■ **What you will do**
Each entry must appear in the answer exactly as it does here.

■ **Data supplied**

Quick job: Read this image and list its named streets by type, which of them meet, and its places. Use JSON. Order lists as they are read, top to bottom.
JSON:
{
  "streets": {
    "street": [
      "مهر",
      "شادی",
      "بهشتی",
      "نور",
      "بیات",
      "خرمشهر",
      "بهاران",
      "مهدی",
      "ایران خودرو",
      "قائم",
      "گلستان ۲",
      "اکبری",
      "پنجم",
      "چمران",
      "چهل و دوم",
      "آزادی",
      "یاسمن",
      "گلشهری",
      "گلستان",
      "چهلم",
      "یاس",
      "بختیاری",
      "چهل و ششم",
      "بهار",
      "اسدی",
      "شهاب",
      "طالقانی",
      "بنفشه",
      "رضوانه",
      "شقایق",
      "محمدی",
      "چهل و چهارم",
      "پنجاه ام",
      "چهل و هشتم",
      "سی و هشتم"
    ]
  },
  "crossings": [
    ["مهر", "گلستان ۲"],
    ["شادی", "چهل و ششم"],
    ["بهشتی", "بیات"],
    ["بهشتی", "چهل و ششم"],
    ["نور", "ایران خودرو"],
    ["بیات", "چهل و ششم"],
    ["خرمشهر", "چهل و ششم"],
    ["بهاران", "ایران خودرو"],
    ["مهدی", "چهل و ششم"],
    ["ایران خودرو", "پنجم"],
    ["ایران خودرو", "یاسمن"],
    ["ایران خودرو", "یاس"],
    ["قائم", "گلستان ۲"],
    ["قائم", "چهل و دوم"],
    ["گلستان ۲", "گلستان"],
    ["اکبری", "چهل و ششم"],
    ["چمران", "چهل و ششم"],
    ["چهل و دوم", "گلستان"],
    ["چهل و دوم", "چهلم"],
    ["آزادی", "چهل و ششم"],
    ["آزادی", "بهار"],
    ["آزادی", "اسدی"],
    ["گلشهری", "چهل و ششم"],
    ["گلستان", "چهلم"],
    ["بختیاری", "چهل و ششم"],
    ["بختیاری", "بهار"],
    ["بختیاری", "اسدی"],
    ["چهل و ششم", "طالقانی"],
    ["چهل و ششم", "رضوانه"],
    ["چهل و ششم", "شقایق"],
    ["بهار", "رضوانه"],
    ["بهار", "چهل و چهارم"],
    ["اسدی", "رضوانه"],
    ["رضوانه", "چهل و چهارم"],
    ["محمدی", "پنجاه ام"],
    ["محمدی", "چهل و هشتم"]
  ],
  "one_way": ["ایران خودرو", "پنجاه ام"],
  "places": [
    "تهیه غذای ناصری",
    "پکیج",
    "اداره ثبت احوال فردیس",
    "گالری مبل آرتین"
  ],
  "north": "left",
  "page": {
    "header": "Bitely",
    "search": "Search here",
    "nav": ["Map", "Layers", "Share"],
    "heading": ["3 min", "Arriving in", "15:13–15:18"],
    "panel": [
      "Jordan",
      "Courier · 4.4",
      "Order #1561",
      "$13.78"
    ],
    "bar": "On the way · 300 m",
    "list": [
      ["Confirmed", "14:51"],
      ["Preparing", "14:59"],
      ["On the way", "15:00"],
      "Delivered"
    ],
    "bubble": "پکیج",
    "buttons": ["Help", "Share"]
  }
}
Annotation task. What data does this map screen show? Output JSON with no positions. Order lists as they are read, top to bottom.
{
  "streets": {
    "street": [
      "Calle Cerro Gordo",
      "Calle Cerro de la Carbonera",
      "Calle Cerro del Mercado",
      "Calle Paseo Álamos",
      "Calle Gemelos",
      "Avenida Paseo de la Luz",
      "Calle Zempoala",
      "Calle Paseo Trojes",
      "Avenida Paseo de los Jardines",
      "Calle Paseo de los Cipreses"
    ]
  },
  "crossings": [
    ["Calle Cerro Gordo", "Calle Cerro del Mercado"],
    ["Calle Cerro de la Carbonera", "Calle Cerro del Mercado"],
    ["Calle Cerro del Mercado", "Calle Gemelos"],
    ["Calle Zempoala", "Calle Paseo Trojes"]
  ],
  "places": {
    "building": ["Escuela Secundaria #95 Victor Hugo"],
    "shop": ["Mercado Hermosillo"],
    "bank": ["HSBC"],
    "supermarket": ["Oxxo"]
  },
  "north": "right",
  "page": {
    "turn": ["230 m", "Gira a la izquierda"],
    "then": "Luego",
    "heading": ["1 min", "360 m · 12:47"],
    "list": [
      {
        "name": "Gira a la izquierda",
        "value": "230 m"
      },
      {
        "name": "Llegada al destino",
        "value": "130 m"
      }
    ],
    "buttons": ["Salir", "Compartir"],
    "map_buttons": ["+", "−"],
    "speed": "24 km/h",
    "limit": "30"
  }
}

■ **Solution to this exercise**
Quick job: Read this image and list its named streets by type, which of them meet, and its places. Use JSON. Order lists as they are read, top to bottom.
JSON:
{
  "streets": {
    "street": [
      "مهر",
      "شادی",
      "بهشتی",
      "نور",
      "بیات",
      "خرمشهر",
      "بهاران",
      "مهدی",
      "ایران خودرو",
      "قائم",
      "گلستان ۲",
      "اکبری",
      "پنجم",
      "چمران",
      "چهل و دوم",
      "آزادی",
      "یاسمن",
      "گلشهری",
      "گلستان",
      "چهلم",
      "یاس",
      "بختیاری",
      "چهل و ششم",
      "بهار",
      "اسدی",
      "شهاب",
      "طالقانی",
      "بنفشه",
      "رضوانه",
      "شقایق",
      "محمدی",
      "چهل و چهارم",
      "پنجاه ام",
      "چهل و هشتم",
      "سی و هشتم"
    ]
  },
  "crossings": [
    ["مهر", "گلستان ۲"],
    ["شادی", "چهل و ششم"],
    ["بهشتی", "بیات"],
    ["بهشتی", "چهل و ششم"],
    ["نور", "ایران خودرو"],
    ["بیات", "چهل و ششم"],
    ["خرمشهر", "چهل و ششم"],
    ["بهاران", "ایران خودرو"],
    ["مهدی", "چهل و ششم"],
    ["ایران خودرو", "پنجم"],
    ["ایران خودرو", "یاسمن"],
    ["ایران خودرو", "یاس"],
    ["قائم", "گلستان ۲"],
    ["قائم", "چهل و دوم"],
    ["گلستان ۲", "گلستان"],
    ["اکبری", "چهل و ششم"],
    ["چمران", "چهل و ششم"],
    ["چهل و دوم", "گلستان"],
    ["چهل و دوم", "چهلم"],
    ["آزادی", "چهل و ششم"],
    ["آزادی", "بهار"],
    ["آزادی", "اسدی"],
    ["گلشهری", "چهل و ششم"],
    ["گلستان", "چهلم"],
    ["بختیاری", "چهل و ششم"],
    ["بختیاری", "بهار"],
    ["بختیاری", "اسدی"],
    ["چهل و ششم", "طالقانی"],
    ["چهل و ششم", "رضوانه"],
    ["چهل و ششم", "شقایق"],
    ["بهار", "رضوانه"],
    ["بهار", "چهل و چهارم"],
    ["اسدی", "رضوانه"],
    ["رضوانه", "چهل و چهارم"],
    ["محمدی", "پنجاه ام"],
    ["محمدی", "چهل و هشتم"]
  ],
  "one_way": ["ایران خودرو", "پنجاه ام"],
  "places": [
    "تهیه غذای ناصری",
    "پکیج",
    "اداره ثبت احوال فردیس",
    "گالری مبل آرتین"
  ],
  "north": "left",
  "page": {
    "header": "Bitely",
    "search": "Search here",
    "nav": ["Map", "Layers", "Share"],
    "heading": ["3 min", "Arriving in", "15:13–15:18"],
    "panel": [
      "Jordan",
      "Courier · 4.4",
      "Order #1561",
      "$13.78"
    ],
    "bar": "On the way · 300 m",
    "list": [
      ["Confirmed", "14:51"],
      ["Preparing", "14:59"],
      ["On the way", "15:00"],
      "Delivered"
    ],
    "bubble": "پکیج",
    "buttons": ["Help", "Share"]
  }
}
Annotation task. What data does this map screen show? Output JSON with no positions. Order lists as they are read, top to bottom.
{
  "streets": {
    "street": [
      "Calle Cerro Gordo",
      "Calle Cerro de la Carbonera",
      "Calle Cerro del Mercado",
      "Calle Paseo Álamos",
      "Calle Gemelos",
      "Avenida Paseo de la Luz",
      "Calle Zempoala",
      "Calle Paseo Trojes",
      "Avenida Paseo de los Jardines",
      "Calle Paseo de los Cipreses"
    ]
  },
  "crossings": [
    ["Calle Cerro Gordo", "Calle Cerro del Mercado"],
    ["Calle Cerro de la Carbonera", "Calle Cerro del Mercado"],
    ["Calle Cerro del Mercado", "Calle Gemelos"],
    ["Calle Zempoala", "Calle Paseo Trojes"]
  ],
  "places": {
    "building": ["Escuela Secundaria #95 Victor Hugo"],
    "shop": ["Mercado Hermosillo"],
    "bank": ["HSBC"],
    "supermarket": ["Oxxo"]
  },
  "north": "right",
  "page": {
    "turn": ["230 m", "Gira a la izquierda"],
    "then": "Luego",
    "heading": ["1 min", "360 m · 12:47"],
    "list": [
      {
        "name": "Gira a la izquierda",
        "value": "230 m"
      },
      {
        "name": "Llegada al destino",
        "value": "130 m"
      }
    ],
    "buttons": ["Salir", "Compartir"],
    "map_buttons": ["+", "−"],
    "speed": "24 km/h",
    "limit": "30"
  }
}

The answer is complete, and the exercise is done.